(TASK) The entries are to be repeated exactly, with all pictures omitted.

(DATA SUPPLIED)
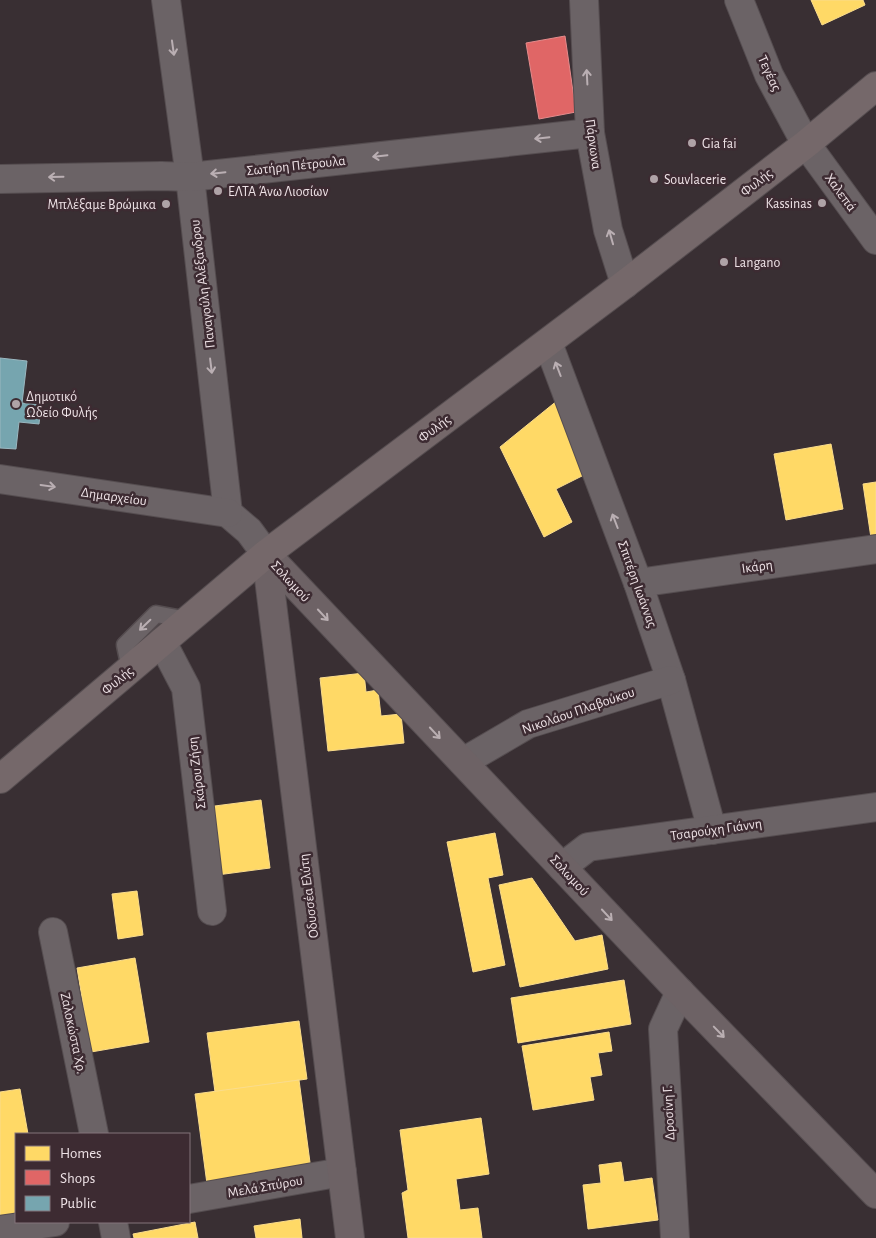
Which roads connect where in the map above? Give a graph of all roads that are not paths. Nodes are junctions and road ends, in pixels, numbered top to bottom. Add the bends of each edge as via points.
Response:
1 (166, 0) edge
2 (584, 0) edge
3 (739, 0) edge
4 (876, 86) edge
5 (590, 133) junction
6 (806, 144) junction
7 (190, 177) junction
8 (0, 178) edge
9 (876, 240) edge
10 (625, 284) junction
11 (548, 343) junction
12 (0, 479) edge
13 (228, 513) junction
14 (876, 549) edge
15 (266, 554) junction
16 (638, 583) junction
17 (188, 620) junction
18 (162, 642) junction
19 (130, 669) junction
20 (671, 680) junction
21 (463, 762) junction
22 (0, 779) edge
23 (876, 807) edge
24 (712, 830) junction
25 (562, 867) junction
26 (212, 911) dead end
27 (53, 932) dead end
28 (680, 992) junction
29 (94, 1133) edge
30 (342, 1172) junction
31 (876, 1194) edge
32 (190, 1199) edge
33 (48, 1223) edge
34 (113, 1223) edge
35 (0, 1230) edge
36 (116, 1238) edge
37 (350, 1238) edge
38 (672, 1238) edge

1 -> 7 street, Παναγούλη Αλέξανδρου
5 -> 2 street, Πάρνωνα
3 - 6 street, Τεγέας via 769,75
4 - 6 main road, Φυλής
5 -> 7 street, Σωτήρη Πέτρουλα
10 -> 5 street, Πάρνωνα via 608,230
6 - 9 street, Χαλεπά
6 - 10 main road, Φυλής
7 -> 8 street, Σωτήρη Πέτρουλα
7 -> 13 street, Παναγούλη Αλέξανδρου
10 - 11 main road, Φυλής
11 - 15 main road, Φυλής
16 -> 11 street, Σπιτέρη Ιωάννας
12 -> 13 street, Δημαρχείου
13 - 15 street via 249,531
14 - 16 street, Ικάρη
15 - 17 main road, Φυλής
15 -> 21 street, Σολωμού
15 - 30 street, Οδυσσέα Ελύτη
16 - 20 street, Σπιτέρη Ιωάννας
17 - 18 main road, Φυλής
17 -> 19 lane via 156,614 124,645
18 - 19 main road, Φυλής
18 - 26 street, Σκάρου Ζήση via 186,688
19 - 22 main road, Φυλής
20 - 21 street, Νικολάου Πλαβούκου via 528,724
20 - 24 street, Σπιτέρη Ιωάννας
21 - 25 street, Σολωμού
23 - 24 street, Τσαρούχη Γιάννη
24 - 25 street, Τσαρούχη Γιάννη via 588,847
25 -> 28 street, Σολωμού
27 - 29 street, Ζαλοκώστα Χρ.
28 -> 31 street, Σολωμού
28 - 38 street, Δροσίνη Γ. via 664,1029
30 - 32 street, Μελά Σπύρου
30 - 37 street, Οδυσσέα Ελύτη
33 - 35 street
34 - 36 street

(TASK ANSWER)
Which roads connect where in the map above? Give a graph of all roads that are not paths. Nodes are junctions and road ends, in pixels, numbered top to bottom. Add the bends of each edge as via points.
Response:
1 (166, 0) edge
2 (584, 0) edge
3 (739, 0) edge
4 (876, 86) edge
5 (590, 133) junction
6 (806, 144) junction
7 (190, 177) junction
8 (0, 178) edge
9 (876, 240) edge
10 (625, 284) junction
11 (548, 343) junction
12 (0, 479) edge
13 (228, 513) junction
14 (876, 549) edge
15 (266, 554) junction
16 (638, 583) junction
17 (188, 620) junction
18 (162, 642) junction
19 (130, 669) junction
20 (671, 680) junction
21 (463, 762) junction
22 (0, 779) edge
23 (876, 807) edge
24 (712, 830) junction
25 (562, 867) junction
26 (212, 911) dead end
27 (53, 932) dead end
28 (680, 992) junction
29 (94, 1133) edge
30 (342, 1172) junction
31 (876, 1194) edge
32 (190, 1199) edge
33 (48, 1223) edge
34 (113, 1223) edge
35 (0, 1230) edge
36 (116, 1238) edge
37 (350, 1238) edge
38 (672, 1238) edge

1 -> 7 street, Παναγούλη Αλέξανδρου
5 -> 2 street, Πάρνωνα
3 - 6 street, Τεγέας via 769,75
4 - 6 main road, Φυλής
5 -> 7 street, Σωτήρη Πέτρουλα
10 -> 5 street, Πάρνωνα via 608,230
6 - 9 street, Χαλεπά
6 - 10 main road, Φυλής
7 -> 8 street, Σωτήρη Πέτρουλα
7 -> 13 street, Παναγούλη Αλέξανδρου
10 - 11 main road, Φυλής
11 - 15 main road, Φυλής
16 -> 11 street, Σπιτέρη Ιωάννας
12 -> 13 street, Δημαρχείου
13 - 15 street via 249,531
14 - 16 street, Ικάρη
15 - 17 main road, Φυλής
15 -> 21 street, Σολωμού
15 - 30 street, Οδυσσέα Ελύτη
16 - 20 street, Σπιτέρη Ιωάννας
17 - 18 main road, Φυλής
17 -> 19 lane via 156,614 124,645
18 - 19 main road, Φυλής
18 - 26 street, Σκάρου Ζήση via 186,688
19 - 22 main road, Φυλής
20 - 21 street, Νικολάου Πλαβούκου via 528,724
20 - 24 street, Σπιτέρη Ιωάννας
21 - 25 street, Σολωμού
23 - 24 street, Τσαρούχη Γιάννη
24 - 25 street, Τσαρούχη Γιάννη via 588,847
25 -> 28 street, Σολωμού
27 - 29 street, Ζαλοκώστα Χρ.
28 -> 31 street, Σολωμού
28 - 38 street, Δροσίνη Γ. via 664,1029
30 - 32 street, Μελά Σπύρου
30 - 37 street, Οδυσσέα Ελύτη
33 - 35 street
34 - 36 street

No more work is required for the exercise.